Veritas Genetics was the only partner that fit both the price and scope. The company agreed to a $150 test with $15 shipping. The researchers tested the Veritas system with blind DNA samples with different known mutations.  “They picked them all, even the difficult ones,” Akbari said.

Guided Testing

Akbari calls the project “guided DTC” or guided direct-to-consumer genetic testing. There are no geographic or age limits to the study; any adult Canadian is welcome to take part. But WCH does plan to intervene for positive tests.

Interested individuals can register online at www.thescreenproject.ca. (Veritas doesn’t otherwise offer testing in Canada, so The Screen Project is the only way to get both the testing, and the negotiated price.) On the registration site, patients will have access to an informational video and educational materials to learn more about hereditary cancer and genetic testing.

Once participants have provided the necessary information and consent, they will be directed to Veritas’ website to submit payment and have a saliva collection kit shipped to their home. Those who are unable to afford the cost of the test will be eligible for financial assistance.

The $165 test looks for changes only in the BRCA1 and BRCA2 genes. “The test covers both small nucleotide changes by sequencing and large rearrangements by fragment analysis,” Akbari said.

Saliva samples will then be tested at Veritas’ laboratory in Massachusetts, and the results will be reported within two to four weeks. Negative results will be returned directly to the consumer; positive results will be returned to WCH.

“Positive results will be given to our team to communicate to the patients. No positive result will be disclosed by Veritas to the patients,” Akbari explains. “We want to make sure that all the mutation carriers (positive results) receive the best medical care available to them.”

Individuals with positive results will be contacted by a genetic counsellor with WCH’s Familial Breast Cancer Research Unit. They’ll be offered genetic counseling at WCH to explore possible preventative options. If they are far from Toronto, they will be referred to a local clinic for genetic counseling. All of the counseling costs, Akbari says, are covered by the national health system.

“Our team, of course, will be available to answer their questions through the phone at any time, and we would follow up with them after a year to make sure that they are on the right track in terms of accessing to preventative measures,” Akbari says.

Feasibility At Large

Approximately one in 200 Canadians have a BRCA1 or BRCA2 mutation which puts women at a higher lifetime risk of developing breast and ovarian cancer, while male mutation carriers are at an increased risk of developing prostate and other cancers. Hereditary mutations in the BRCA1 or BRCA2 gene are responsible for 5-10% of breast cancers and 10-15% of ovarian cancers.
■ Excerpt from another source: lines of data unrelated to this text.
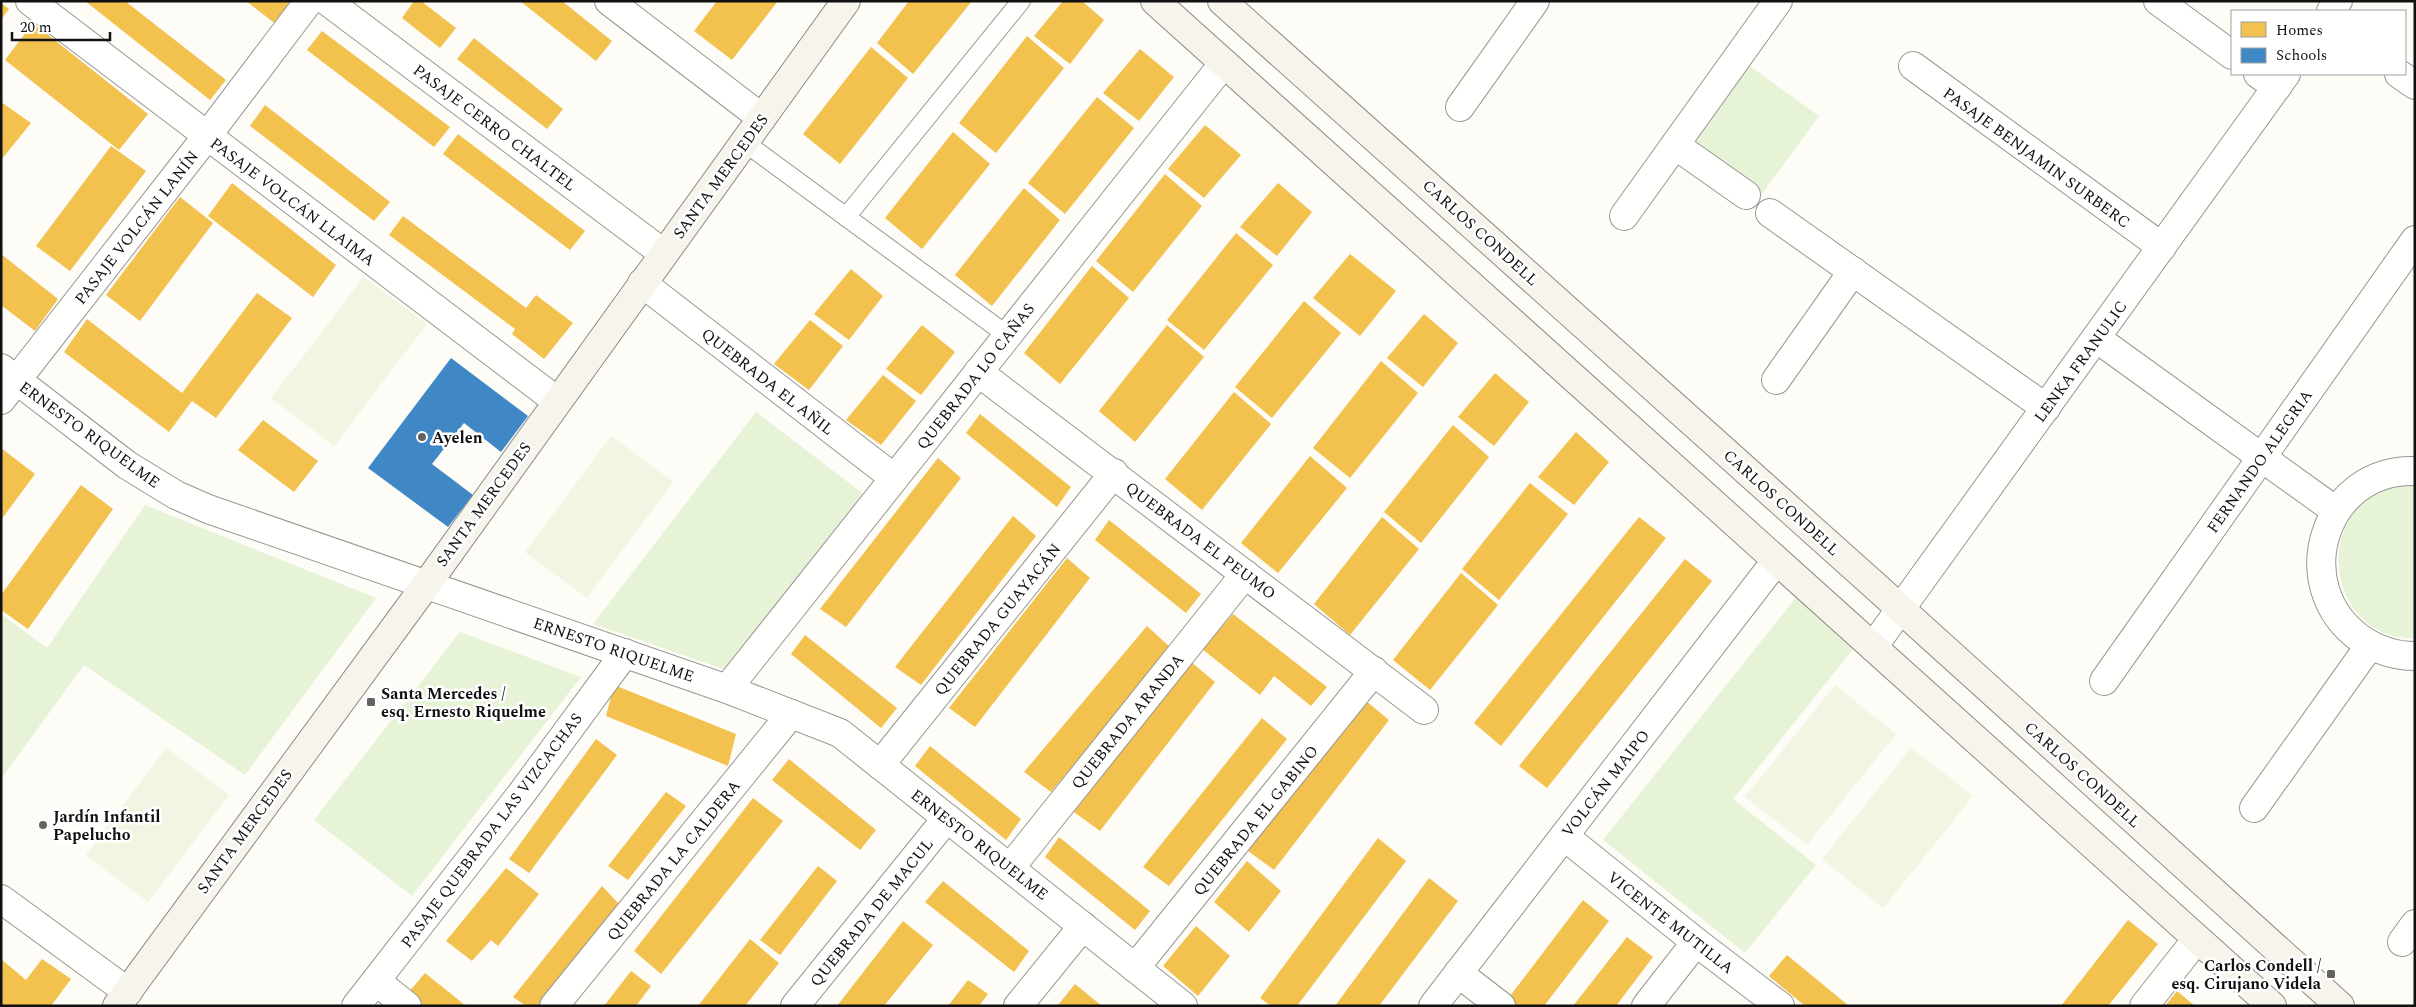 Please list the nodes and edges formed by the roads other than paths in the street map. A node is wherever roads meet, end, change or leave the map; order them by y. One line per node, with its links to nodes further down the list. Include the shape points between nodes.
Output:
1 (30, 1): 20 (street, PASAJE VOLCÁN LLAIMA)
2 (309, 1): 20 (street, PASAJE VOLCÁN LANÍN)
3 (327, 1): 29 (street, PASAJE CERRO CHALTEL)
4 (609, 1): 19 (street)
5 (846, 1): 19 (street, SANTA MERCEDES)
6 (1021, 1): 26 (lane)
7 (1155, 1): 13 (street)
8 (1222, 1): 47 (street, CARLOS CONDELL)
9 (1535, 1): 18 (street)
10 (1778, 1): 22 (street)
11 (2158, 1): 12 (street)
12 (2231, 54)
13 (1224, 63): 32 (street, QUEBRADA LO CAÑAS); 44 (street)
14 (1913, 66): 28 (street, PASAJE BENJAMIN SURBERC)
15 (2400, 75): 17 (street)
16 (2274, 78): 28 (street, LENKA FRANULIC)
17 (2415, 85)
18 (1460, 107)
19 (762, 118): 21 (street, SANTA MERCEDES)
20 (207, 136): 36 (street, PASAJE VOLCÁN LANÍN); 37 (street, PASAJE VOLCÁN LLAIMA)
21 (744, 142): 26 (lane); 29 (street, SANTA MERCEDES)
22 (1675, 144): 23 (street); 25 (street)
23 (1746, 195)
24 (1770, 213): 30 (street)
25 (1624, 216)
26 (846, 217): 32 (lane)
27 (2415, 240): 39 (street, FERNANDO ALEGRIA)
28 (2162, 247): 33 (street, LENKA FRANULIC)
29 (663, 253): 31 (street, SANTA MERCEDES)
30 (1853, 271): 35 (street); 38 (street)
31 (642, 283): 37 (street, SANTA MERCEDES); 42 (street, QUEBRADA EL AÑIL)
32 (1007, 335): 34 (street, QUEBRADA LO CAÑAS)
33 (2096, 338): 38 (street, LENKA FRANULIC); 39 (street)
34 (978, 372): 41 (street, QUEBRADA EL PEUMO); 42 (street, QUEBRADA LO CAÑAS)
35 (1776, 380)
36 (6, 383): 46 (street, ERNESTO RIQUELME, via 128,466 176,494 242,522)
37 (557, 401): 46 (street, SANTA MERCEDES)
38 (2046, 408): 47 (street, LENKA FRANULIC)
39 (2262, 457): 43 (street); 53 (street, FERNANDO ALEGRIA)
40 (2415, 471): 43 (street, via 2386,474 2366,483)
41 (1114, 473): 45 (street, QUEBRADA EL PEUMO); 57 (street, QUEBRADA GUAYACÁN)
42 (894, 478): 54 (street, QUEBRADA LO CAÑAS)
43 (2336, 511): 48 (street, via 2320,552 2326,597 2337,616)
44 (1776, 561): 49 (street); 60 (street, VOLCÁN MAIPO)
45 (1245, 574): 52 (street, QUEBRADA EL PEUMO); 61 (street, QUEBRADA ARANDA)
46 (426, 585): 50 (street, ERNESTO RIQUELME); 69 (street, SANTA MERCEDES)
47 (1901, 609): 49 (street, LENKA FRANULIC); 82 (street, CARLOS CONDELL)
48 (2370, 645): 51 (street, via 2387,652); 58 (street)
49 (1873, 647): 64 (street)
50 (625, 653): 54 (street, ERNESTO RIQUELME); 68 (street, PASAJE QUEBRADA LAS VIZCACHAS, via 522,793)
51 (2415, 656)
52 (1374, 672): 55 (street, QUEBRADA EL PEUMO); 66 (street, QUEBRADA EL GABINO)
53 (2104, 681)
54 (727, 688): 56 (street, ERNESTO RIQUELME)
55 (1424, 710)
56 (791, 714): 57 (street, ERNESTO RIQUELME, via 840,733); 72 (street, QUEBRADA LA CALDERA)
57 (880, 765): 59 (street, ERNESTO RIQUELME)
58 (2254, 808)
59 (947, 818): 61 (street, ERNESTO RIQUELME); 73 (street, QUEBRADA DE MACUL)
60 (1564, 836): 65 (street, VICENTE MUTILLA); 67 (street, VOLCÁN MAIPO)
61 (1010, 868): 63 (street, ERNESTO RIQUELME)
62 (1, 899): 69 (street)
63 (1083, 926): 66 (street, ERNESTO RIQUELME); 74 (street)
64 (2197, 939): 80 (street); 81 (street)
65 (1696, 942): 78 (street); 79 (street, VICENTE MUTILLA)
66 (1135, 968): 75 (street, ERNESTO RIQUELME)
67 (1458, 973): 76 (street, VOLCÁN MAIPO); 77 (street)
68 (376, 980): 70 (street, PASAJE QUEBRADA LAS VIZCACHAS); 71 (street)
69 (122, 999)
70 (356, 1006)
71 (407, 1006)
72 (554, 1006)
73 (795, 1006)
74 (1018, 1006)
75 (1183, 1006)
76 (1433, 1006)
77 (1501, 1006)
78 (1646, 1006)
79 (1780, 1006)
80 (2144, 1006)
81 (2272, 1006)
82 (2340, 1006) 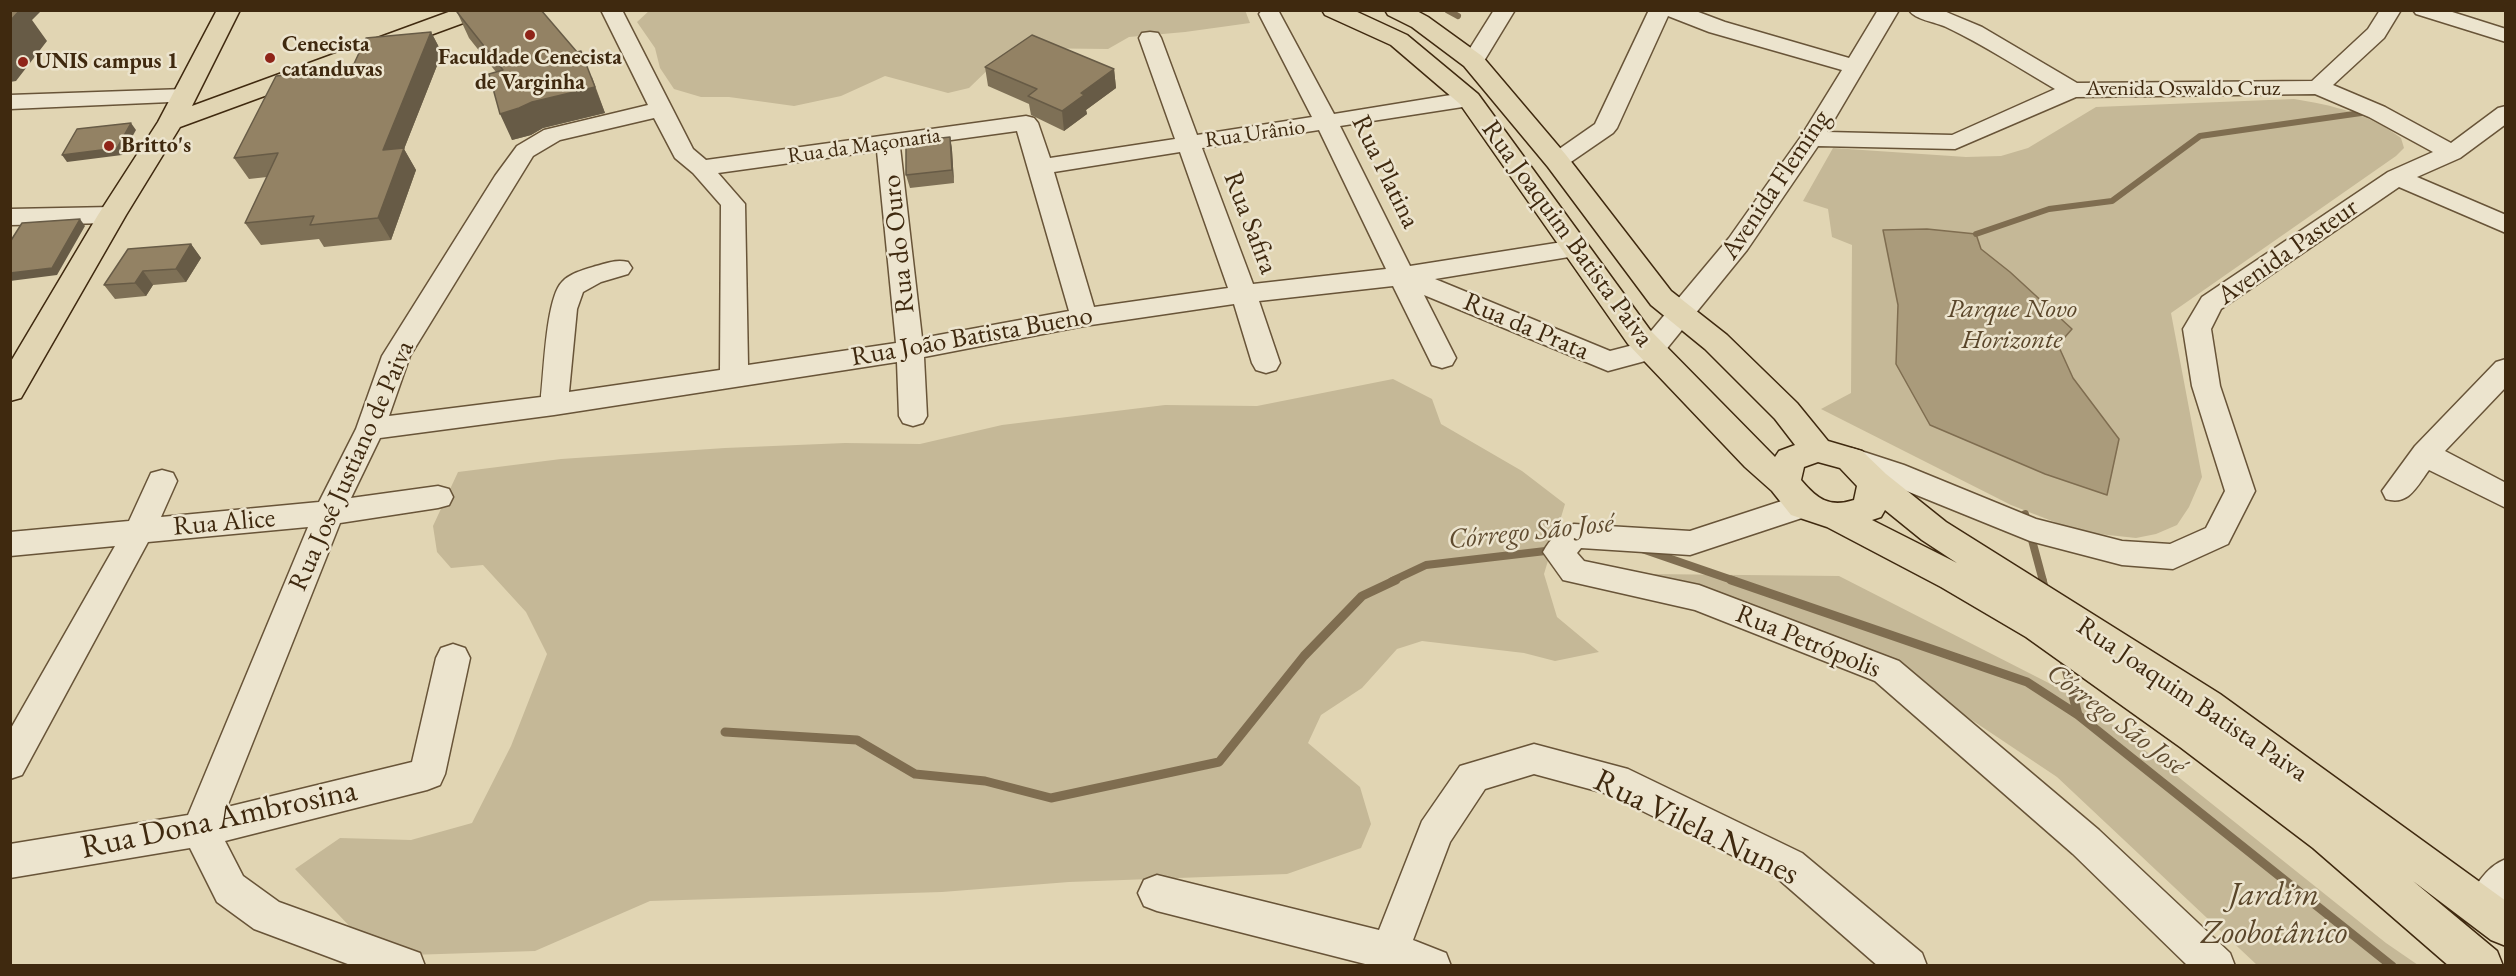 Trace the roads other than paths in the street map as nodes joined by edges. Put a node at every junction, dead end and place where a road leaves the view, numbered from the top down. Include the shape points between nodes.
1 (229, 10) edge
2 (477, 10) edge
3 (611, 10) edge
4 (1333, 10) edge
5 (1396, 10) edge
6 (1505, 10) edge
7 (1660, 10) edge
8 (1672, 10) edge
9 (1889, 10) edge
10 (1919, 10) edge
11 (2391, 10) edge
12 (2423, 10) edge
13 (1270, 14) dead end
14 (2505, 36) edge
15 (1150, 38) dead end
16 (1473, 61) junction
17 (1853, 66) junction
18 (2318, 87) junction
19 (2072, 90) junction
20 (185, 96) junction
21 (1469, 99) junction
22 (10, 102) edge
23 (661, 109) junction
24 (2505, 112) edge
25 (171, 122) junction
26 (1327, 123) junction
27 (1811, 139) junction
28 (888, 144) junction
29 (1187, 144) junction
30 (2452, 153) junction
31 (1557, 161) junction
32 (1041, 167) junction
33 (701, 168) junction
34 (2397, 177) junction
35 (112, 215) junction
36 (10, 217) edge
37 (2505, 225) edge
38 (1575, 248) junction
39 (620, 268) dead end
40 (1403, 276) junction
41 (1245, 294) junction
42 (1682, 314) junction
43 (1084, 317) junction
44 (910, 350) junction
45 (1650, 350) junction
46 (1442, 357) dead end
47 (1266, 363) dead end
48 (2505, 369) edge
49 (734, 376) junction
50 (10, 390) edge
51 (554, 405) junction
52 (913, 416) dead end
53 (370, 429) junction
54 (1817, 450) junction
55 (2426, 454) junction
56 (1862, 471) junction
57 (162, 481) dead end
58 (2397, 491) dead end
59 (1793, 494) junction
60 (438, 497) dead end
61 (2505, 497) edge
62 (329, 513) junction
63 (1839, 518) junction
64 (139, 531) junction
65 (10, 544) edge
66 (453, 658) dead end
67 (10, 764) edge
68 (200, 830) junction
69 (10, 861) edge
70 (2505, 876) edge
71 (1157, 893) dead end
72 (2494, 917) edge
73 (1390, 951) junction
74 (406, 966) edge
75 (1432, 966) edge
76 (1908, 966) edge
77 (2217, 966) edge
78 (2482, 966) edge

1 - 20 main road
2 - 25 main road
3 - 23 street
4 - 21 main road, Rua Joaquim Batista Paiva via 1399,40
5 - 16 main road, Rua Joaquim Batista Paiva via 1420,22
6 - 16 street
7 - 31 street via 1605,128
8 - 17 street
9 - 17 street, Avenida Fleming
10 - 19 street, Avenida Oswaldo Cruz via 1974,32
11 - 18 street via 2376,33
12 - 14 street
13 - 26 street, Rua Platina
15 - 29 street, Rua Safira
16 - 31 main road, Rua Joaquim Batista Paiva
17 - 27 street, Avenida Fleming
18 - 19 street, Avenida Oswaldo Cruz
18 - 30 street, Avenida Oswaldo Cruz via 2377,112
19 - 27 street via 1955,142
20 - 22 street
20 - 25 main road
21 - 26 street, Rua Urânio
21 - 38 main road, Rua Joaquim Batista Paiva
23 - 33 street via 683,153
23 - 53 street, Rua José Justiano de Paiva via 552,135 525,151 396,356
24 - 30 street, Avenida Pasteur
25 - 35 main road
26 - 29 street, Rua Urânio
26 - 40 street, Rua Platina
27 - 42 street, Avenida Fleming via 1738,244
28 - 32 street, Rua da Maçonaria via 1026,123
28 - 33 street, Rua da Maçonaria
28 - 44 street, Rua do Ouro
29 - 32 street, Rua Urânio
29 - 41 street, Rua Safira
30 - 34 street, Avenida Pasteur
31 - 42 main road, Rua Joaquim Batista Paiva via 1661,298
32 - 43 street
33 - 49 street via 733,204
34 - 37 street
34 - 56 street, Avenida Pasteur via 2211,303 2197,329 2206,386 2240,491 2217,536 2173,557 2122,553 2030,529 1893,473
35 - 36 street
35 - 50 main road
38 - 40 street, Rua João Batista Bueno
38 - 45 main road, Rua Joaquim Batista Paiva
39 - 51 street via 572,286 564,309
40 - 41 street, Rua João Batista Bueno
40 - 45 street, Rua da Prata via 1608,361
40 - 46 street, Rua Platina
41 - 43 street, Rua João Batista Bueno
41 - 47 street, Rua Safira
42 - 45 street, Avenida Fleming
42 - 54 main road, Rua Joaquim Batista Paiva via 1786,411
43 - 44 street, Rua João Batista Bueno
44 - 49 street, Rua João Batista Bueno
44 - 52 street, Rua do Ouro
45 - 59 main road, Rua Joaquim Batista Paiva
48 - 55 street
49 - 51 street, Rua João Batista Bueno
51 - 53 street, Rua João Batista Bueno
53 - 62 street, Rua José Justiano de Paiva
54 - 56 main road, Rua Joaquim Batista Paiva
54 - 59 main road via 1790,459
55 - 58 street
55 - 61 street
56 - 63 main road via 1869,508
56 - 72 main road, Rua Joaquim Batista Paiva via 1934,531 2207,705
57 - 64 street
59 - 63 main road, Rua Joaquim Batista Paiva
59 - 77 street, Rua Petrópolis via 1690,543 1574,536 1559,552 1574,571 1699,598 1887,671 2086,842
60 - 62 street, Rua Alice
62 - 64 street, Rua Alice
62 - 68 street, Rua José Justiano de Paiva
63 - 78 main road, Rua Joaquim Batista Paiva via 2039,627 2327,835
64 - 65 street, Rua Alice
64 - 67 street
66 - 68 street, Rua Dona Ambrosina via 427,774
68 - 69 street, Rua Dona Ambrosina
68 - 74 street via 230,889 267,916
70 - 72 street
71 - 73 street
73 - 75 street
73 - 76 street, Rua Vilela Nunes via 1436,834 1473,777 1534,759 1615,780 1789,865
But these numbers are estimates. The goals of The Screen Project are to measure the feasibility of population-wide BRCA testing; determine the frequency of BRCA1 and BRCA2 mutations in unselected Canadians; measure levels of cancer-worry among participants with a positive or negative genetic test result; and estimate the number of breast and ovarian cancers prevented in Canada through a guided direct-to-consumer approach for BRCA genetic testing.

Ultimately, Akbari hopes the study will, “reduce the rate of breast and ovarian cancer incidence and mortality, and also improve the survival of the prostate and pancreatic cancer patients by offering a better treatment for those who are BRCA mutation carriers.”

The research team isn’t sure what kind of response the program will have. They plan to report their findings after the first 10,000 tests or after three years, whichever comes first, though Akbari hopes to get 10,000 test results within the first year.

Akbari expects the testing to be useful, and if the data supports that hypothesis, he hopes it will be integrated into Canada’s health system.